I veri supereroi non volano sui palazzi, I veri supereroi non vivono in luoghi segreti,

I veri supereroi non hanno superpoteri,

I veri supereroi non sono nei film. 
Ne ho incontrato uno, per strada, 

E ancora un altro davanti al mio cancello… 

Non è semplice riconoscerli, 

Sembrano come tutti gli altri… 
Per farlo bisogna chiudere gli occhi

E guardare con il cuore.
– Angelo Piazza

Lettera

Caro Amore mio, So che odi essere chiamato così, ma concedimelo per l’ultima volta.
Ti scrivo queste parole, per stanchezza di gridartele in faccia, e affinché carta e inchiostro ne conservino il ricordo per quando sentirai il bisogno di rileggerle. 

Inutile forse scriverti, come è diventato inutile parlarti, o semplicemente continuare a cercare qualcosa che ancora ci tenesse vicini. Tutto è diventato inutile, dal giorno in cui non sei stato più capace di tenermi al tuo fianco, dal giorno in cui hai permesso al silenzio di consumarci e alle grida di distruggerci. Ho creduto addirittura nella forza del diventare padre, ma nemmeno gli occhi di tuo figlio ti hanno cambiato. Gli uomini non cambiano, forse è vero, nemmeno quando perdono qualcuno, magari perché non riescono a dargli la giusta importanza. 

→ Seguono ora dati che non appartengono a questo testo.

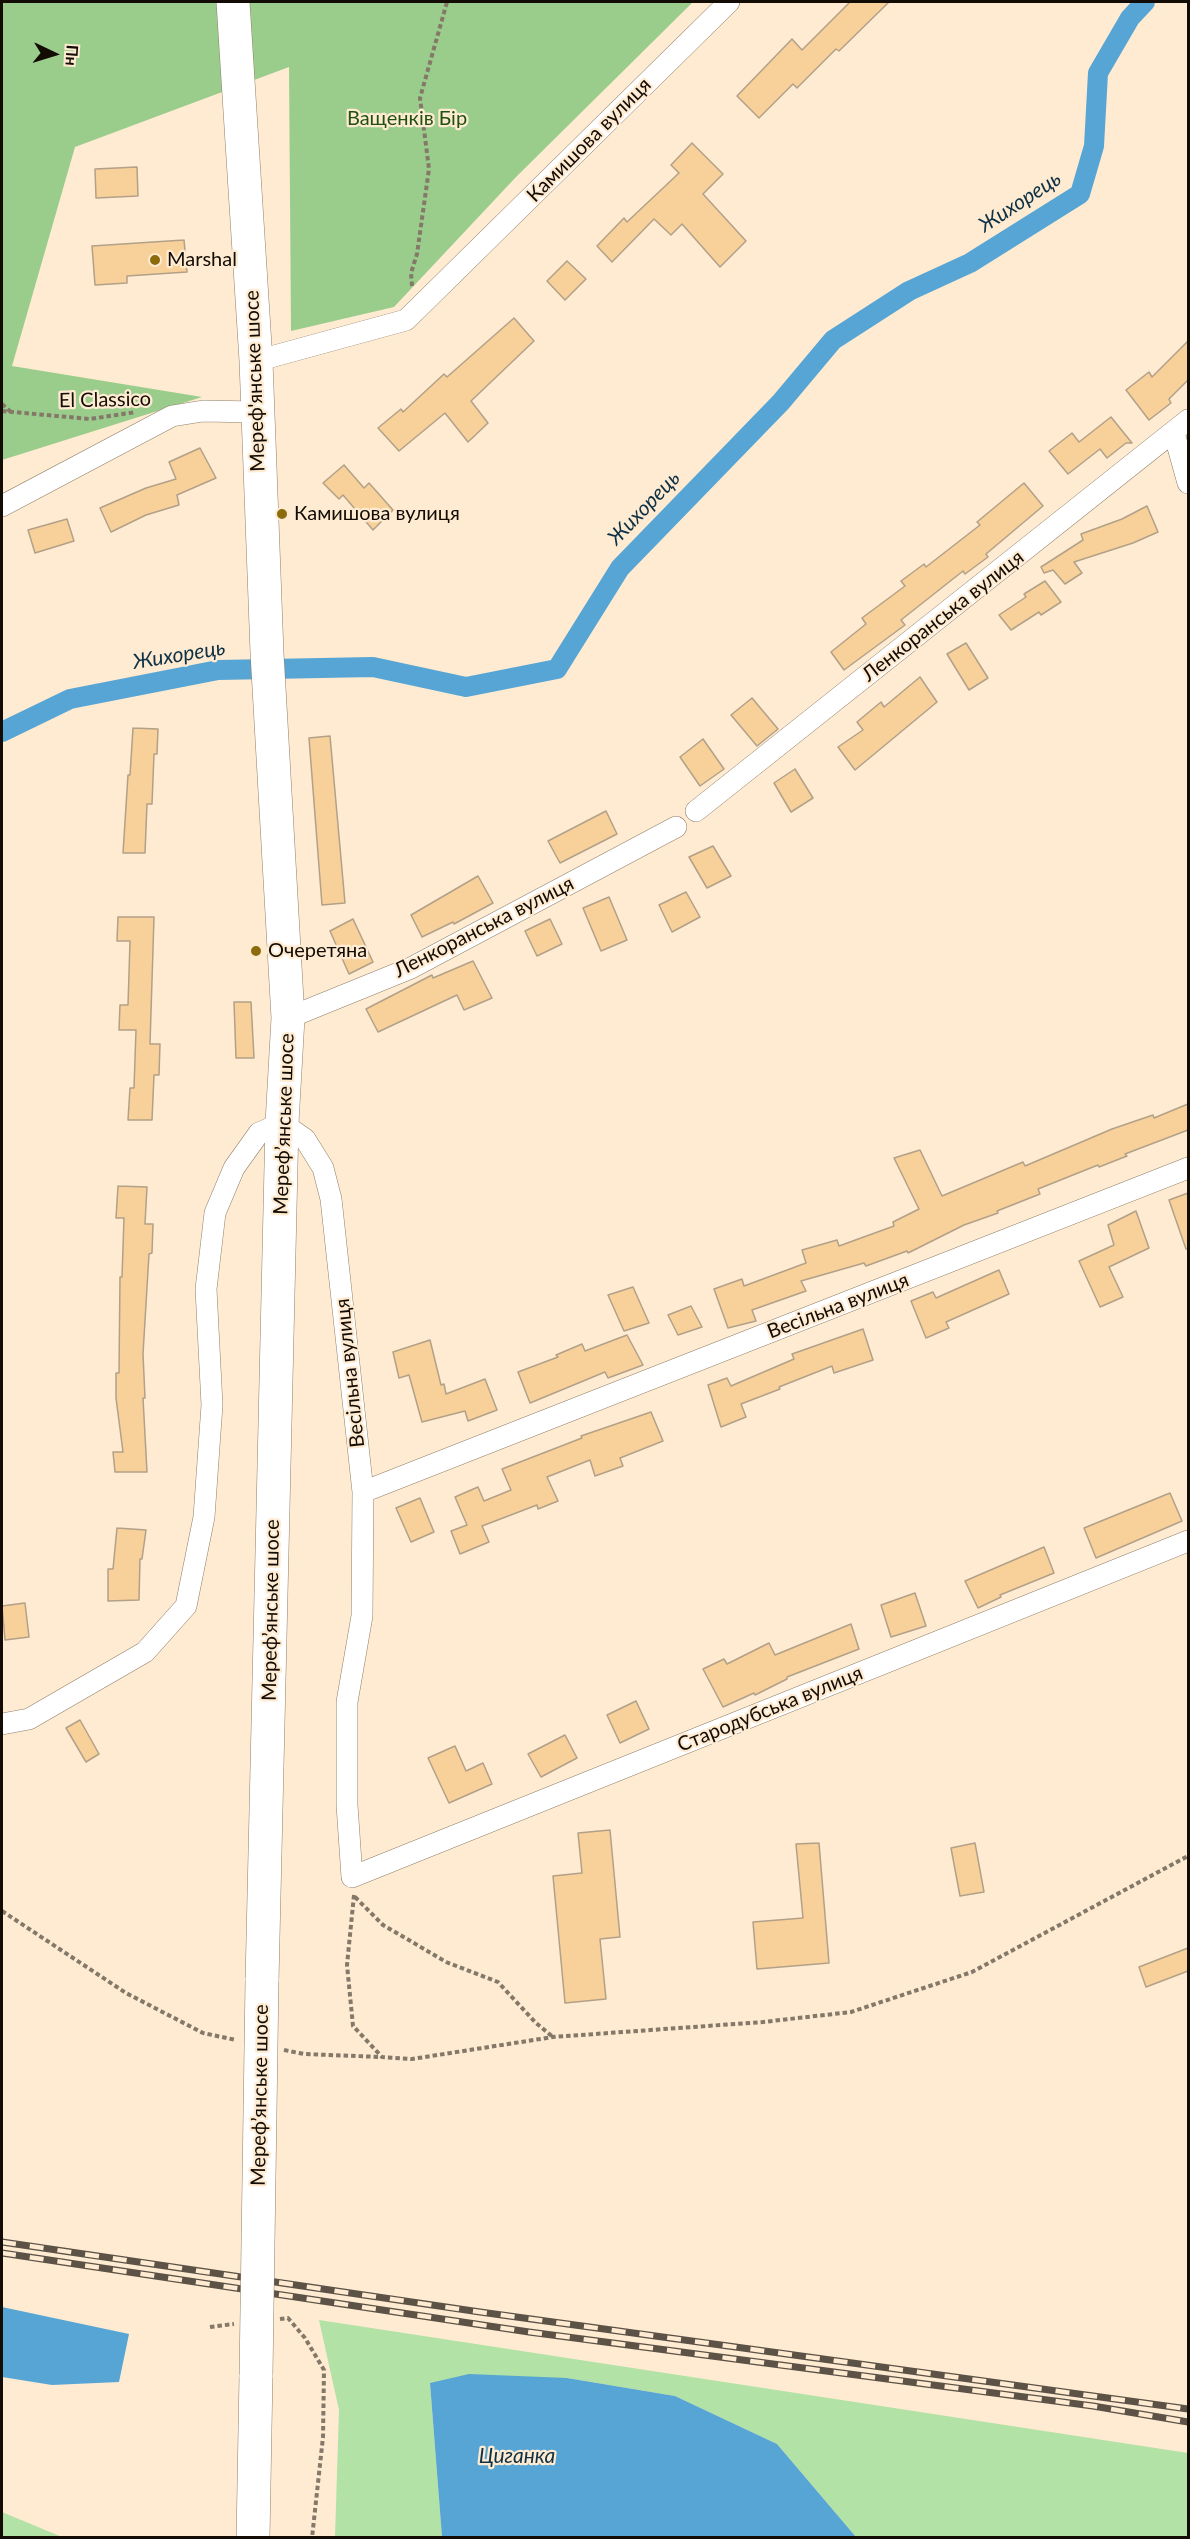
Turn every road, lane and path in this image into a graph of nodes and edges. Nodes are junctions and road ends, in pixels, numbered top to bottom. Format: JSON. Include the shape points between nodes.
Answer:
{"nodes":[{"id":1,"x":233,"y":2,"type":"edge"},
{"id":2,"x":447,"y":2,"type":"edge"},
{"id":3,"x":729,"y":2,"type":"edge"},
{"id":4,"x":412,"y":289,"type":"dead end"},
{"id":5,"x":256,"y":361,"type":"junction"},
{"id":6,"x":2,"y":404,"type":"edge"},
{"id":7,"x":2,"y":411,"type":"edge"},
{"id":8,"x":256,"y":412,"type":"junction"},
{"id":9,"x":13,"y":413,"type":"junction"},
{"id":10,"x":172,"y":416,"type":"junction"},
{"id":11,"x":1181,"y":427,"type":"edge"},
{"id":12,"x":1188,"y":483,"type":"edge"},
{"id":13,"x":2,"y":506,"type":"edge"},
{"id":14,"x":268,"y":668,"type":"joint"},
{"id":15,"x":696,"y":811,"type":"dead end"},
{"id":16,"x":676,"y":827,"type":"dead end"},
{"id":17,"x":288,"y":1018,"type":"junction"},
{"id":18,"x":282,"y":1123,"type":"junction"},
{"id":19,"x":1188,"y":1168,"type":"edge"},
{"id":20,"x":363,"y":1492,"type":"junction"},
{"id":21,"x":1188,"y":1541,"type":"edge"},
{"id":22,"x":2,"y":1724,"type":"edge"},
{"id":23,"x":1188,"y":1856,"type":"edge"},
{"id":24,"x":353,"y":1887,"type":"junction"},
{"id":25,"x":2,"y":1911,"type":"edge"},
{"id":26,"x":553,"y":2037,"type":"junction"},
{"id":27,"x":248,"y":2042,"type":"dead end"},
{"id":28,"x":282,"y":2049,"type":"dead end"},
{"id":29,"x":382,"y":2057,"type":"junction"},
{"id":30,"x":277,"y":2320,"type":"dead end"},
{"id":31,"x":243,"y":2323,"type":"dead end"},
{"id":32,"x":210,"y":2327,"type":"dead end"},
{"id":33,"x":253,"y":2538,"type":"edge"},
{"id":34,"x":312,"y":2538,"type":"edge"}],
"edges":[{"from":1,"to":5,"type":"highway","name":"Мереф'янське шосе"},
{"from":2,"to":4,"type":"path","via":[[420,98],[429,169],[411,273]]},
{"from":3,"to":5,"type":"street","name":"Камишова вулиця","via":[[406,320]]},
{"from":5,"to":8,"type":"highway","name":"Мереф'янське шосе"},
{"from":6,"to":9,"type":"path"},
{"from":7,"to":9,"type":"path","name":"El Classico"},
{"from":8,"to":10,"type":"street","via":[[203,411]]},
{"from":8,"to":14,"type":"highway","name":"Мереф'янське шосе"},
{"from":9,"to":10,"type":"path","name":"El Classico","via":[[90,418],[136,411]]},
{"from":10,"to":13,"type":"street"},
{"from":11,"to":12,"type":"street"},
{"from":11,"to":15,"type":"street","name":"Ленкоранська вулиця"},
{"from":14,"to":17,"type":"highway","name":"Мереф’янське шосе"},
{"from":16,"to":17,"type":"street","name":"Ленкоранська вулиця","via":[[411,968]]},
{"from":17,"to":18,"type":"highway","name":"Мереф’янське шосе"},
{"from":18,"to":20,"type":"street","name":"Весільна вулиця","via":[[305,1138],[323,1168],[331,1199]]},
{"from":18,"to":22,"type":"street","via":[[259,1133],[234,1168],[215,1213],[206,1289],[212,1405],[204,1517],[186,1606],[145,1652],[29,1719]]},
{"from":18,"to":33,"type":"highway","name":"Мереф’янське шосе","bridge":true},
{"from":19,"to":20,"type":"street","name":"Весільна вулиця"},
{"from":20,"to":24,"type":"street","via":[[362,1616],[347,1702],[347,1805]]},
{"from":21,"to":24,"type":"street","name":"Стародубська вулиця"},
{"from":23,"to":26,"type":"path","via":[[972,1972],[851,2012]]},
{"from":24,"to":26,"type":"path","via":[[383,1925],[446,1962],[498,1982]]},
{"from":24,"to":29,"type":"path","via":[[348,1965],[353,2026]]},
{"from":25,"to":27,"type":"path","via":[[126,1992],[203,2033]]},
{"from":26,"to":29,"type":"path","via":[[412,2059]]},
{"from":28,"to":29,"type":"path","via":[[304,2054]]},
{"from":30,"to":34,"type":"path","via":[[288,2318],[324,2370],[323,2437]]},
{"from":31,"to":32,"type":"path"}]}
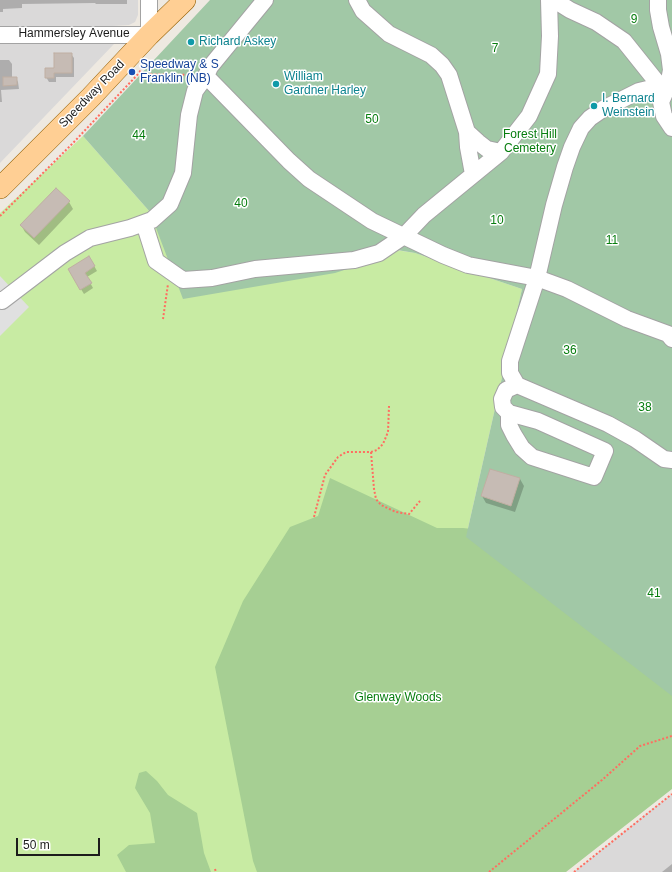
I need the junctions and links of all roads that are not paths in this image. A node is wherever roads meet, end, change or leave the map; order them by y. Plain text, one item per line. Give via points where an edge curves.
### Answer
1 (149, 0) edge
2 (185, 0) edge
3 (265, 0) edge
4 (357, 0) edge
5 (549, 0) edge
6 (554, 0) edge
7 (658, 0) edge
8 (0, 35) edge
9 (149, 35) junction
10 (206, 76) junction
11 (667, 86) edge
12 (672, 128) edge
13 (467, 132) junction
14 (501, 152) junction
15 (474, 174) junction
16 (0, 188) edge
17 (144, 223) junction
18 (404, 236) junction
19 (537, 278) junction
20 (0, 300) edge
21 (671, 333) edge
22 (517, 385) junction
23 (509, 413) junction
24 (672, 460) edge

1 - 9 street
2 - 9 main road, Speedway Road
3 - 10 street via 210,66
4 - 13 street via 363,11 389,34 431,55 442,65 448,75
5 - 14 street via 548,74 529,116
6 - 11 street via 596,22 624,41
7 - 11 street via 671,70
8 - 9 street, Hammersley Avenue
9 - 16 main road, Speedway Road
10 - 17 street via 195,91 188,115 183,173 170,204 152,220
10 - 18 street via 309,178 372,221
11 - 12 street via 661,102 664,116
11 - 19 street via 639,91 603,109 580,128 554,205
13 - 14 street via 487,149
13 - 15 street
14 - 15 street
15 - 18 street via 424,215
17 - 18 street via 156,261 183,280 212,278 255,269 354,260 379,253
17 - 20 street via 90,238
18 - 19 street via 468,265
19 - 21 street via 567,289 627,319
19 - 22 street via 510,361 510,373
22 - 23 street via 506,390 502,399 502,407
22 - 24 street via 608,424 664,459
23 - 23 street via 538,421 605,451 594,477 532,457 522,448 514,435 509,425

Ma adesso, é il dopo che conta. Come sarà la mia vita senza di te, e la tua lontano da me. 

Ho cercato di sbattertelo in faccia tante volte, ma nonostante questo hai permesso a questo momento di arrivare. 

Leggendo queste parole, avrai ancora qualche minuto per chiamarmi, prima di salire sul mio volo, forse per l’ultima volta. 

Siamo stati solo un errore. 

E nonostante tutto

Resti l’errore più bello della mia vita. 

Amore mio, non ti stupirà se il mio ultimo volo partirà dal tetto del nostro palazzo.